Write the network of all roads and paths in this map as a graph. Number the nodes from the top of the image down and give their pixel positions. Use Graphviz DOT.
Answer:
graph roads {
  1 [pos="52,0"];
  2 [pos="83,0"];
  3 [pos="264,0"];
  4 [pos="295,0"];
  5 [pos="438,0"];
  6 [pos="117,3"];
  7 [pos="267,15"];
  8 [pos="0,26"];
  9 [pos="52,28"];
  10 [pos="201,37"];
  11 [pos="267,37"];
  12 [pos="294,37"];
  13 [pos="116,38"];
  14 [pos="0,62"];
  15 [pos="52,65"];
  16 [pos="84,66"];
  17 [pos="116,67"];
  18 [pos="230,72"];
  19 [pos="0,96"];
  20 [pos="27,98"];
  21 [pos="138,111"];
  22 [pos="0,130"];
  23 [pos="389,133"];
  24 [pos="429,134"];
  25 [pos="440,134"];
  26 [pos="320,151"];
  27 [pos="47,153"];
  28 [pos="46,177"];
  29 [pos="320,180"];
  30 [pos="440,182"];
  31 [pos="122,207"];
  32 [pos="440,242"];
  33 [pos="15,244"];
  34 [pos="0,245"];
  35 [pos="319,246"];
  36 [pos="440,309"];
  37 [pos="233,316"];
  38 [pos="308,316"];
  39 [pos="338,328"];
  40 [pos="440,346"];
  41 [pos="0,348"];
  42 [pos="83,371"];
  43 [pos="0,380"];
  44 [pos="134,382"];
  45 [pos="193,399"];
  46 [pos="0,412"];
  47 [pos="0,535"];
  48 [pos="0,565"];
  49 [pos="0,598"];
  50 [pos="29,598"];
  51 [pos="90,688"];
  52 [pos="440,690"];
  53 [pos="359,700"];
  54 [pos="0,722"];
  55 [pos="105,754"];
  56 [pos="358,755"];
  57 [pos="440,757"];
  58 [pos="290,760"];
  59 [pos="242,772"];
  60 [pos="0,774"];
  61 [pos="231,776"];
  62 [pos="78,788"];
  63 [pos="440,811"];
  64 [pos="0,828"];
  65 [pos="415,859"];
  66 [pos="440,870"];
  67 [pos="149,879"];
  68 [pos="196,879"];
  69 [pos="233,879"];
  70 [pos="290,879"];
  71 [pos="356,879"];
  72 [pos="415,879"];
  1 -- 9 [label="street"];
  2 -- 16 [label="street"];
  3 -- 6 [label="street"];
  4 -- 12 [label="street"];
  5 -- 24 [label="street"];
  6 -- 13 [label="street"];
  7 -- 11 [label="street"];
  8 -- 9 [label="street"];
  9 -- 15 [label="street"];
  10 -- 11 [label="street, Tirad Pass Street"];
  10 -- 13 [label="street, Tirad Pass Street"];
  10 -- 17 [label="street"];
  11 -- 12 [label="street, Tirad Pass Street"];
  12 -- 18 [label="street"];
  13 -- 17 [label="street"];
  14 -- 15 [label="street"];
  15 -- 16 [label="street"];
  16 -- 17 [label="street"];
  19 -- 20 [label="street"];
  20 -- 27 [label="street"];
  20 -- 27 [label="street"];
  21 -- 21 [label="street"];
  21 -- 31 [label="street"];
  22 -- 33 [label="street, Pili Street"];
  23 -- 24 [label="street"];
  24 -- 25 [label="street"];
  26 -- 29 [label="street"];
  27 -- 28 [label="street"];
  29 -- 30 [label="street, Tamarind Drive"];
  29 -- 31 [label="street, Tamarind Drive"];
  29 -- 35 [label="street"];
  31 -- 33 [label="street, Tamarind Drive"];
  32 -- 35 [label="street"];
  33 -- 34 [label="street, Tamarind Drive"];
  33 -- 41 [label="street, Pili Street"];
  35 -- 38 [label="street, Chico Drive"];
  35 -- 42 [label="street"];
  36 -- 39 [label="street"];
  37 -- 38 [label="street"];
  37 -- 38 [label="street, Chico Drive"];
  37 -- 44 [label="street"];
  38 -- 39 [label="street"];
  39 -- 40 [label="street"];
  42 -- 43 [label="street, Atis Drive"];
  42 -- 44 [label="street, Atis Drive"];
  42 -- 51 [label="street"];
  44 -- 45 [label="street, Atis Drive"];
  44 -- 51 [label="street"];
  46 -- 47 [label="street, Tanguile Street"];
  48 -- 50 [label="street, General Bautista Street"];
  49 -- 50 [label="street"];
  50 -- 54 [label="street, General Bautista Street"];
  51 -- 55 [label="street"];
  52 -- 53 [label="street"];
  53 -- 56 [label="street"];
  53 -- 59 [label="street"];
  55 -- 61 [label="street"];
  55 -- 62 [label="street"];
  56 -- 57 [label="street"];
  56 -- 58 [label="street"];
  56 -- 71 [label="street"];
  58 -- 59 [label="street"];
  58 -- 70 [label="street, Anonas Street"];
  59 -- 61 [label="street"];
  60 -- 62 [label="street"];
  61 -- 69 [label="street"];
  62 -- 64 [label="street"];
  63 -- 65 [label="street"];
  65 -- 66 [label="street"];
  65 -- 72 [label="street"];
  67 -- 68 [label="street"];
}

Instructions for the task:
Write the entries out once more, exactly as they were given.

Task response:
Write the network of all roads and paths in this map as a graph. Number the nodes from the top of the image down and give their pixel positions. Use Graphviz DOT.
Answer:
graph roads {
  1 [pos="52,0"];
  2 [pos="83,0"];
  3 [pos="264,0"];
  4 [pos="295,0"];
  5 [pos="438,0"];
  6 [pos="117,3"];
  7 [pos="267,15"];
  8 [pos="0,26"];
  9 [pos="52,28"];
  10 [pos="201,37"];
  11 [pos="267,37"];
  12 [pos="294,37"];
  13 [pos="116,38"];
  14 [pos="0,62"];
  15 [pos="52,65"];
  16 [pos="84,66"];
  17 [pos="116,67"];
  18 [pos="230,72"];
  19 [pos="0,96"];
  20 [pos="27,98"];
  21 [pos="138,111"];
  22 [pos="0,130"];
  23 [pos="389,133"];
  24 [pos="429,134"];
  25 [pos="440,134"];
  26 [pos="320,151"];
  27 [pos="47,153"];
  28 [pos="46,177"];
  29 [pos="320,180"];
  30 [pos="440,182"];
  31 [pos="122,207"];
  32 [pos="440,242"];
  33 [pos="15,244"];
  34 [pos="0,245"];
  35 [pos="319,246"];
  36 [pos="440,309"];
  37 [pos="233,316"];
  38 [pos="308,316"];
  39 [pos="338,328"];
  40 [pos="440,346"];
  41 [pos="0,348"];
  42 [pos="83,371"];
  43 [pos="0,380"];
  44 [pos="134,382"];
  45 [pos="193,399"];
  46 [pos="0,412"];
  47 [pos="0,535"];
  48 [pos="0,565"];
  49 [pos="0,598"];
  50 [pos="29,598"];
  51 [pos="90,688"];
  52 [pos="440,690"];
  53 [pos="359,700"];
  54 [pos="0,722"];
  55 [pos="105,754"];
  56 [pos="358,755"];
  57 [pos="440,757"];
  58 [pos="290,760"];
  59 [pos="242,772"];
  60 [pos="0,774"];
  61 [pos="231,776"];
  62 [pos="78,788"];
  63 [pos="440,811"];
  64 [pos="0,828"];
  65 [pos="415,859"];
  66 [pos="440,870"];
  67 [pos="149,879"];
  68 [pos="196,879"];
  69 [pos="233,879"];
  70 [pos="290,879"];
  71 [pos="356,879"];
  72 [pos="415,879"];
  1 -- 9 [label="street"];
  2 -- 16 [label="street"];
  3 -- 6 [label="street"];
  4 -- 12 [label="street"];
  5 -- 24 [label="street"];
  6 -- 13 [label="street"];
  7 -- 11 [label="street"];
  8 -- 9 [label="street"];
  9 -- 15 [label="street"];
  10 -- 11 [label="street, Tirad Pass Street"];
  10 -- 13 [label="street, Tirad Pass Street"];
  10 -- 17 [label="street"];
  11 -- 12 [label="street, Tirad Pass Street"];
  12 -- 18 [label="street"];
  13 -- 17 [label="street"];
  14 -- 15 [label="street"];
  15 -- 16 [label="street"];
  16 -- 17 [label="street"];
  19 -- 20 [label="street"];
  20 -- 27 [label="street"];
  20 -- 27 [label="street"];
  21 -- 21 [label="street"];
  21 -- 31 [label="street"];
  22 -- 33 [label="street, Pili Street"];
  23 -- 24 [label="street"];
  24 -- 25 [label="street"];
  26 -- 29 [label="street"];
  27 -- 28 [label="street"];
  29 -- 30 [label="street, Tamarind Drive"];
  29 -- 31 [label="street, Tamarind Drive"];
  29 -- 35 [label="street"];
  31 -- 33 [label="street, Tamarind Drive"];
  32 -- 35 [label="street"];
  33 -- 34 [label="street, Tamarind Drive"];
  33 -- 41 [label="street, Pili Street"];
  35 -- 38 [label="street, Chico Drive"];
  35 -- 42 [label="street"];
  36 -- 39 [label="street"];
  37 -- 38 [label="street"];
  37 -- 38 [label="street, Chico Drive"];
  37 -- 44 [label="street"];
  38 -- 39 [label="street"];
  39 -- 40 [label="street"];
  42 -- 43 [label="street, Atis Drive"];
  42 -- 44 [label="street, Atis Drive"];
  42 -- 51 [label="street"];
  44 -- 45 [label="street, Atis Drive"];
  44 -- 51 [label="street"];
  46 -- 47 [label="street, Tanguile Street"];
  48 -- 50 [label="street, General Bautista Street"];
  49 -- 50 [label="street"];
  50 -- 54 [label="street, General Bautista Street"];
  51 -- 55 [label="street"];
  52 -- 53 [label="street"];
  53 -- 56 [label="street"];
  53 -- 59 [label="street"];
  55 -- 61 [label="street"];
  55 -- 62 [label="street"];
  56 -- 57 [label="street"];
  56 -- 58 [label="street"];
  56 -- 71 [label="street"];
  58 -- 59 [label="street"];
  58 -- 70 [label="street, Anonas Street"];
  59 -- 61 [label="street"];
  60 -- 62 [label="street"];
  61 -- 69 [label="street"];
  62 -- 64 [label="street"];
  63 -- 65 [label="street"];
  65 -- 66 [label="street"];
  65 -- 72 [label="street"];
  67 -- 68 [label="street"];
}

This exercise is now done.